--- Materials provided Enclosed Below ---
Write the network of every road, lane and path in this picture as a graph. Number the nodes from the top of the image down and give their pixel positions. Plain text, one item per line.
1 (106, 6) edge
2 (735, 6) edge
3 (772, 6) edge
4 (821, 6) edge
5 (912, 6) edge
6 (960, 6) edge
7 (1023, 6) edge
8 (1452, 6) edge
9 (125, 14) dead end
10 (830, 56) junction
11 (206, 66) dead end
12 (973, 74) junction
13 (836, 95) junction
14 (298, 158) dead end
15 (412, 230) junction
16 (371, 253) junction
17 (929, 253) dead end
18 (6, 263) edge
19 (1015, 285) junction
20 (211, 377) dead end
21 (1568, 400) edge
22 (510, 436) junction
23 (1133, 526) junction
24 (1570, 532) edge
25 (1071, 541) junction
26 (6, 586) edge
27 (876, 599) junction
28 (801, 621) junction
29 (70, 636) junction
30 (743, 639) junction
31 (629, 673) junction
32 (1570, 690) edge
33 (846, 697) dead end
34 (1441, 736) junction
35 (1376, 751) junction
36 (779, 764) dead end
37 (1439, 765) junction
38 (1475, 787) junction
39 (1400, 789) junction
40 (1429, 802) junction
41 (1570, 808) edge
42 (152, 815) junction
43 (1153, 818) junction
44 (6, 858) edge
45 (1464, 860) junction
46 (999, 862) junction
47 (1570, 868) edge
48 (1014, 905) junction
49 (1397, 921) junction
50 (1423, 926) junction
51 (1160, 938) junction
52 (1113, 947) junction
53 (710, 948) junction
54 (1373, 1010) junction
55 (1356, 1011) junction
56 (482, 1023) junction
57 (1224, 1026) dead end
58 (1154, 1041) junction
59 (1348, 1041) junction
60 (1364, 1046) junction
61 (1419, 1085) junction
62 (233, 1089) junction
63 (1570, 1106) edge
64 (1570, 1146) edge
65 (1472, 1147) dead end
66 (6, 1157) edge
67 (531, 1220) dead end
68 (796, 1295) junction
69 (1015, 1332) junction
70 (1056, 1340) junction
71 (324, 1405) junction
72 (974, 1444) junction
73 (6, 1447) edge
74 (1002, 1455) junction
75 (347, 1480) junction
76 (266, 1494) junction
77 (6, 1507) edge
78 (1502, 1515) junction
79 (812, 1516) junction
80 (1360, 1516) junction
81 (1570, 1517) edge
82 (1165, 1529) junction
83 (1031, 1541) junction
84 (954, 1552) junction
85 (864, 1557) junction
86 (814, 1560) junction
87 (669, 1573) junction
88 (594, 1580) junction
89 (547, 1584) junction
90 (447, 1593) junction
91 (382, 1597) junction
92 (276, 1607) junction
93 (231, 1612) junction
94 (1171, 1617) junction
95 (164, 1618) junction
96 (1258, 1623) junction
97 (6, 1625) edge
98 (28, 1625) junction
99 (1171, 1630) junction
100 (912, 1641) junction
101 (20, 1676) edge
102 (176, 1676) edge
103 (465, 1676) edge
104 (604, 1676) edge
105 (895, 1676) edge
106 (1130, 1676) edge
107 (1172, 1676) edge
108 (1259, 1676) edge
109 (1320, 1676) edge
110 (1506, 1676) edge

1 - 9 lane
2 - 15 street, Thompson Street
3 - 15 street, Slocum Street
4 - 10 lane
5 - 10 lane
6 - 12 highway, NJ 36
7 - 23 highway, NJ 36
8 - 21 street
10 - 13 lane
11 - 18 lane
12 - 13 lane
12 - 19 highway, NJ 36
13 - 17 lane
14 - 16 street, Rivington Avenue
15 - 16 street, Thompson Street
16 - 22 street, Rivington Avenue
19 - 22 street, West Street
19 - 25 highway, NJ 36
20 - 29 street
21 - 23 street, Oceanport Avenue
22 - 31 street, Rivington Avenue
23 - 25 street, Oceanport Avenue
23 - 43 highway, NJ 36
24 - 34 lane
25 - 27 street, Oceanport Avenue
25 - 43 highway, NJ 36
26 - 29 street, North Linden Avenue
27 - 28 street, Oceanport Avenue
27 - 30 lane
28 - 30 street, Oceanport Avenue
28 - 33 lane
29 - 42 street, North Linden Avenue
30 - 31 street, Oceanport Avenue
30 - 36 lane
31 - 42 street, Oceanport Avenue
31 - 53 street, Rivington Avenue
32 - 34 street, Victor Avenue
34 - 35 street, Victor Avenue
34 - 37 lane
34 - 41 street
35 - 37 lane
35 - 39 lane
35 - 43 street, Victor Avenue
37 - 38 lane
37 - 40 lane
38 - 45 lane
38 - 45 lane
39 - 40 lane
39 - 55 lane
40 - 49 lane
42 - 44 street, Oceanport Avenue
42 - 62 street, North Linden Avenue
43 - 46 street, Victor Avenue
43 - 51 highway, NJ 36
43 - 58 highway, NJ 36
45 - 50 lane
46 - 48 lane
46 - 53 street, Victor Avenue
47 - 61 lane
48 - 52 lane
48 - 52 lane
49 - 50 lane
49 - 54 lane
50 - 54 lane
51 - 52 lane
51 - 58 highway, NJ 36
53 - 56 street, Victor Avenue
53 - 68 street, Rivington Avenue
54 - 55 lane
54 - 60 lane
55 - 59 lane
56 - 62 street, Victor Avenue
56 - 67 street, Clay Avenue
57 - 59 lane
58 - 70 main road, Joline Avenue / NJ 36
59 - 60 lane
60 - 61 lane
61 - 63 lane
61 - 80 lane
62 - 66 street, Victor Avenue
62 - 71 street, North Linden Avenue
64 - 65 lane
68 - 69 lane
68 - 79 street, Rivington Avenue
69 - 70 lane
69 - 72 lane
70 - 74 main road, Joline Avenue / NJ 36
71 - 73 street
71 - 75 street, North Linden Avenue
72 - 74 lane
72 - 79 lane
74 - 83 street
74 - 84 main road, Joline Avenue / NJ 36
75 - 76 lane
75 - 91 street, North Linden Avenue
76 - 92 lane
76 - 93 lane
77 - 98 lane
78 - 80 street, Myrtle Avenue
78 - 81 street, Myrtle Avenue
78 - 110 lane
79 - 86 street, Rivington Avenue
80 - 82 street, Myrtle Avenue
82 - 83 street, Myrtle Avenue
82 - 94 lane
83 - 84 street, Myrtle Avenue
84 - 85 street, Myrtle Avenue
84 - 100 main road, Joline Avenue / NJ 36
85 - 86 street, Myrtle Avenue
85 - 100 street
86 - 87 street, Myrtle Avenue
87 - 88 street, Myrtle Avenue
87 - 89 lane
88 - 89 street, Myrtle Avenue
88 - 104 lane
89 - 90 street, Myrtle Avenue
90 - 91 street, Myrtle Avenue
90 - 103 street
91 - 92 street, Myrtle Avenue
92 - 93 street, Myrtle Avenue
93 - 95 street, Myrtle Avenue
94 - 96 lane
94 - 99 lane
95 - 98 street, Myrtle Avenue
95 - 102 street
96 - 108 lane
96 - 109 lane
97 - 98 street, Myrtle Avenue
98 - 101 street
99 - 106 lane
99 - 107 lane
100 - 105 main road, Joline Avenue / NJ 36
--- End of Enclosed Materials provided ---
• Task objective:
The answer must consist of every line from the entries that holds the string "Rivington".

• Response to the exercise:
14 - 16 street, Rivington Avenue
16 - 22 street, Rivington Avenue
22 - 31 street, Rivington Avenue
31 - 53 street, Rivington Avenue
53 - 68 street, Rivington Avenue
68 - 79 street, Rivington Avenue
79 - 86 street, Rivington Avenue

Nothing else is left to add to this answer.